───── Record extracts ─────

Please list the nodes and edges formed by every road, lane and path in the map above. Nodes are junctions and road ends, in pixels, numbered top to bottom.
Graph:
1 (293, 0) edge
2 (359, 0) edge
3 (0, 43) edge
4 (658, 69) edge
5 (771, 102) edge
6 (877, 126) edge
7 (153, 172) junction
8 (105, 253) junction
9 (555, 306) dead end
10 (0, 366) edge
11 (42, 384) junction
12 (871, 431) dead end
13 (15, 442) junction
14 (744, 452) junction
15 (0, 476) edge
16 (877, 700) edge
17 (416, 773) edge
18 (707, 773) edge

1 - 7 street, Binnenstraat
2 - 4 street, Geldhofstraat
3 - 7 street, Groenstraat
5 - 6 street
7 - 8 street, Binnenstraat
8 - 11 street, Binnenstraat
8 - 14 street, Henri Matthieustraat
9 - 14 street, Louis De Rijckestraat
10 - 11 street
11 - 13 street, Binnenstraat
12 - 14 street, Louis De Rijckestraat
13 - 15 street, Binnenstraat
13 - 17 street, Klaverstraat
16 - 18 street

─────

● **Aim of the task**:
Once the records end, copy them all again exactly.

● **Response below**:
Please list the nodes and edges formed by every road, lane and path in the map above. Nodes are junctions and road ends, in pixels, numbered top to bottom.
Graph:
1 (293, 0) edge
2 (359, 0) edge
3 (0, 43) edge
4 (658, 69) edge
5 (771, 102) edge
6 (877, 126) edge
7 (153, 172) junction
8 (105, 253) junction
9 (555, 306) dead end
10 (0, 366) edge
11 (42, 384) junction
12 (871, 431) dead end
13 (15, 442) junction
14 (744, 452) junction
15 (0, 476) edge
16 (877, 700) edge
17 (416, 773) edge
18 (707, 773) edge

1 - 7 street, Binnenstraat
2 - 4 street, Geldhofstraat
3 - 7 street, Groenstraat
5 - 6 street
7 - 8 street, Binnenstraat
8 - 11 street, Binnenstraat
8 - 14 street, Henri Matthieustraat
9 - 14 street, Louis De Rijckestraat
10 - 11 street
11 - 13 street, Binnenstraat
12 - 14 street, Louis De Rijckestraat
13 - 15 street, Binnenstraat
13 - 17 street, Klaverstraat
16 - 18 street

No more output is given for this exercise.